[Data entries]
◆ ◆ ◆ ◆ ◆ ◆ ◆

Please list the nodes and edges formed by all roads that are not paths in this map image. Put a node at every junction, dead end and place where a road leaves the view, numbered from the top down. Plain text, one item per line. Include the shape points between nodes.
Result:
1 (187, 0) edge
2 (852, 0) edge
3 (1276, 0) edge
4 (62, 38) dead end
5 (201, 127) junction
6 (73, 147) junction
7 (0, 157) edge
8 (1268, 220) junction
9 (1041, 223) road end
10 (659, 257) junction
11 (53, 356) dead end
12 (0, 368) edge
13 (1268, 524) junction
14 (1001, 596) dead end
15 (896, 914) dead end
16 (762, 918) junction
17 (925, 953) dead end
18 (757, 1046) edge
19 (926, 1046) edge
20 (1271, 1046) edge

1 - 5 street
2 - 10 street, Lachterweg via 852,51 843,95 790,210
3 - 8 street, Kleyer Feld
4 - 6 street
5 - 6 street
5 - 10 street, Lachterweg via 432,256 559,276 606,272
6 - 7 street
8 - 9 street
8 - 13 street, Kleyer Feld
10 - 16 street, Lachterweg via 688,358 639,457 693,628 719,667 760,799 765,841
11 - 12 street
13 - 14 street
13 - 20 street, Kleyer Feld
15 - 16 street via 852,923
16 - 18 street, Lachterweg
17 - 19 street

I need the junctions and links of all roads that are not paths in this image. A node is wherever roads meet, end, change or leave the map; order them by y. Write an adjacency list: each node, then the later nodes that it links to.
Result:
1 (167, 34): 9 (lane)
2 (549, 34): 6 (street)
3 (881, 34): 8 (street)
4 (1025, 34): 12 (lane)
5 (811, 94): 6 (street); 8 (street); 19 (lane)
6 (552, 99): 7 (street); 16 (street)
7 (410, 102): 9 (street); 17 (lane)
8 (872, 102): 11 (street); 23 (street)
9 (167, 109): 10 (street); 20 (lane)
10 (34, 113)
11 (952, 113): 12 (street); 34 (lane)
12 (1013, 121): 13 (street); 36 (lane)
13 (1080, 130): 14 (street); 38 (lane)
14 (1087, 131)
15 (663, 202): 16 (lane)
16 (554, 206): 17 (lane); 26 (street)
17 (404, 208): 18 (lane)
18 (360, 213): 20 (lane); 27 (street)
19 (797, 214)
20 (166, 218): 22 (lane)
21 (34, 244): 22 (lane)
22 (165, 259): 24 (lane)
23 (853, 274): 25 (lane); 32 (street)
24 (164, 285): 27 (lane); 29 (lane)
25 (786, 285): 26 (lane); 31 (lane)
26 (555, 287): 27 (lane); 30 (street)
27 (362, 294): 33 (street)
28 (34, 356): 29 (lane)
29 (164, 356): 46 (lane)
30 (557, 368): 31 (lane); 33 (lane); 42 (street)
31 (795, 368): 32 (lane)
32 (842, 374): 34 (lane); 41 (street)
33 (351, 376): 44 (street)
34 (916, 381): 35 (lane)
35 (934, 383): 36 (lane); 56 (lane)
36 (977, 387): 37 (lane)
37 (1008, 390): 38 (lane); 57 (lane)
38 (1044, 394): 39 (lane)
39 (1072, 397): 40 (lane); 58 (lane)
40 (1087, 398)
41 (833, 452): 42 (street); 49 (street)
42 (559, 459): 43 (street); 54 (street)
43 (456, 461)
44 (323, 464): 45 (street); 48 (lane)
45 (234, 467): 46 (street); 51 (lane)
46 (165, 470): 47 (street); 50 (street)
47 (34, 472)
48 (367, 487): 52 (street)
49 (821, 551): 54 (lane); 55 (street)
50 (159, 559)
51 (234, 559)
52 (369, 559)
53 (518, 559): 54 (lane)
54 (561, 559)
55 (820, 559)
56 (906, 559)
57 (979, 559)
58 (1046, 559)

◆ ◆ ◆ ◆ ◆ ◆ ◆

• _REQUIRED WORK_
Wherever the string "Lachterweg" appears in a line above, copy that line.

• _COMPLETED TASK_
2 - 10 street, Lachterweg via 852,51 843,95 790,210
5 - 10 street, Lachterweg via 432,256 559,276 606,272
10 - 16 street, Lachterweg via 688,358 639,457 693,628 719,667 760,799 765,841
16 - 18 street, Lachterweg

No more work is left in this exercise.